### [TASK DESCRIPTION]
Every entry must appear in the output exactly as it does here.

### [GIVEN ENTRIES]
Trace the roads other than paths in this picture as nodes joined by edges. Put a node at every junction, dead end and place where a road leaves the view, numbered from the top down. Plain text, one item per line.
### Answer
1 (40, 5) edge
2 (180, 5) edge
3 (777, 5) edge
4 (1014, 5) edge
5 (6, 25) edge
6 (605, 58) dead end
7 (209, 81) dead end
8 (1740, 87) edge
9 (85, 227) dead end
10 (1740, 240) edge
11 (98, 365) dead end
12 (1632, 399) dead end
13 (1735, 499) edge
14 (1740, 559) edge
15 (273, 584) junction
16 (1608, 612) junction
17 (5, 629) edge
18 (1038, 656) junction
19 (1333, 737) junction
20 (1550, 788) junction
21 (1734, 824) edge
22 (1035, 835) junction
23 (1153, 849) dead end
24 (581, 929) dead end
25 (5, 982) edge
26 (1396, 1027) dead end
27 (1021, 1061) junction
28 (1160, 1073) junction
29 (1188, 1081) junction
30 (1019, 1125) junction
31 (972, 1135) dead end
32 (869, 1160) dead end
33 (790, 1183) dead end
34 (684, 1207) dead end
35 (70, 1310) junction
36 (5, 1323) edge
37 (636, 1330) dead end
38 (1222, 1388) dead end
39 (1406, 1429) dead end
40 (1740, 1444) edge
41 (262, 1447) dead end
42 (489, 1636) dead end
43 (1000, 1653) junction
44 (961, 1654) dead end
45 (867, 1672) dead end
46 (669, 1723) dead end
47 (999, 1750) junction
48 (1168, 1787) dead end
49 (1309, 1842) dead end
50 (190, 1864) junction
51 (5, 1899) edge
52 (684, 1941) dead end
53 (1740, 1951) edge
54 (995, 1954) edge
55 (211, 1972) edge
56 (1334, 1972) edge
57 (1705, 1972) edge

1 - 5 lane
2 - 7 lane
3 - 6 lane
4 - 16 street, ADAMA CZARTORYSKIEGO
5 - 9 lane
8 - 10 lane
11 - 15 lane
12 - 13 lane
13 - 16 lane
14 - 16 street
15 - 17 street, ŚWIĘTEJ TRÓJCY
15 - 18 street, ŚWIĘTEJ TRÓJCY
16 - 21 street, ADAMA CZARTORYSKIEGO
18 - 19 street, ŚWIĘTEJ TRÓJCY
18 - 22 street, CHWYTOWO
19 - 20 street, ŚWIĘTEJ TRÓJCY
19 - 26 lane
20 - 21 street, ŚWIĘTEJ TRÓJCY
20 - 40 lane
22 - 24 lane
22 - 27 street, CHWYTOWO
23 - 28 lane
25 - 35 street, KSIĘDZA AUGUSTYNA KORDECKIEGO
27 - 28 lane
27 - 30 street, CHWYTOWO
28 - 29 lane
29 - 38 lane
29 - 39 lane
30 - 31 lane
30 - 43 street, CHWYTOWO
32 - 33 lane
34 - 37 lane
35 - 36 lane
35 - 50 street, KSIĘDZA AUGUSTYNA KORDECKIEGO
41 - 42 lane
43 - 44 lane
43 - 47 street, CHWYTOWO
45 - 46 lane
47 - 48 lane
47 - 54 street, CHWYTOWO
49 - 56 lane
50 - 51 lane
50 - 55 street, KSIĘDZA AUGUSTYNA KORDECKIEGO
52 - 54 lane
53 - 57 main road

### [ANSWER]
Trace the roads other than paths in this picture as nodes joined by edges. Put a node at every junction, dead end and place where a road leaves the view, numbered from the top down. Plain text, one item per line.
### Answer
1 (40, 5) edge
2 (180, 5) edge
3 (777, 5) edge
4 (1014, 5) edge
5 (6, 25) edge
6 (605, 58) dead end
7 (209, 81) dead end
8 (1740, 87) edge
9 (85, 227) dead end
10 (1740, 240) edge
11 (98, 365) dead end
12 (1632, 399) dead end
13 (1735, 499) edge
14 (1740, 559) edge
15 (273, 584) junction
16 (1608, 612) junction
17 (5, 629) edge
18 (1038, 656) junction
19 (1333, 737) junction
20 (1550, 788) junction
21 (1734, 824) edge
22 (1035, 835) junction
23 (1153, 849) dead end
24 (581, 929) dead end
25 (5, 982) edge
26 (1396, 1027) dead end
27 (1021, 1061) junction
28 (1160, 1073) junction
29 (1188, 1081) junction
30 (1019, 1125) junction
31 (972, 1135) dead end
32 (869, 1160) dead end
33 (790, 1183) dead end
34 (684, 1207) dead end
35 (70, 1310) junction
36 (5, 1323) edge
37 (636, 1330) dead end
38 (1222, 1388) dead end
39 (1406, 1429) dead end
40 (1740, 1444) edge
41 (262, 1447) dead end
42 (489, 1636) dead end
43 (1000, 1653) junction
44 (961, 1654) dead end
45 (867, 1672) dead end
46 (669, 1723) dead end
47 (999, 1750) junction
48 (1168, 1787) dead end
49 (1309, 1842) dead end
50 (190, 1864) junction
51 (5, 1899) edge
52 (684, 1941) dead end
53 (1740, 1951) edge
54 (995, 1954) edge
55 (211, 1972) edge
56 (1334, 1972) edge
57 (1705, 1972) edge

1 - 5 lane
2 - 7 lane
3 - 6 lane
4 - 16 street, ADAMA CZARTORYSKIEGO
5 - 9 lane
8 - 10 lane
11 - 15 lane
12 - 13 lane
13 - 16 lane
14 - 16 street
15 - 17 street, ŚWIĘTEJ TRÓJCY
15 - 18 street, ŚWIĘTEJ TRÓJCY
16 - 21 street, ADAMA CZARTORYSKIEGO
18 - 19 street, ŚWIĘTEJ TRÓJCY
18 - 22 street, CHWYTOWO
19 - 20 street, ŚWIĘTEJ TRÓJCY
19 - 26 lane
20 - 21 street, ŚWIĘTEJ TRÓJCY
20 - 40 lane
22 - 24 lane
22 - 27 street, CHWYTOWO
23 - 28 lane
25 - 35 street, KSIĘDZA AUGUSTYNA KORDECKIEGO
27 - 28 lane
27 - 30 street, CHWYTOWO
28 - 29 lane
29 - 38 lane
29 - 39 lane
30 - 31 lane
30 - 43 street, CHWYTOWO
32 - 33 lane
34 - 37 lane
35 - 36 lane
35 - 50 street, KSIĘDZA AUGUSTYNA KORDECKIEGO
41 - 42 lane
43 - 44 lane
43 - 47 street, CHWYTOWO
45 - 46 lane
47 - 48 lane
47 - 54 street, CHWYTOWO
49 - 56 lane
50 - 51 lane
50 - 55 street, KSIĘDZA AUGUSTYNA KORDECKIEGO
52 - 54 lane
53 - 57 main road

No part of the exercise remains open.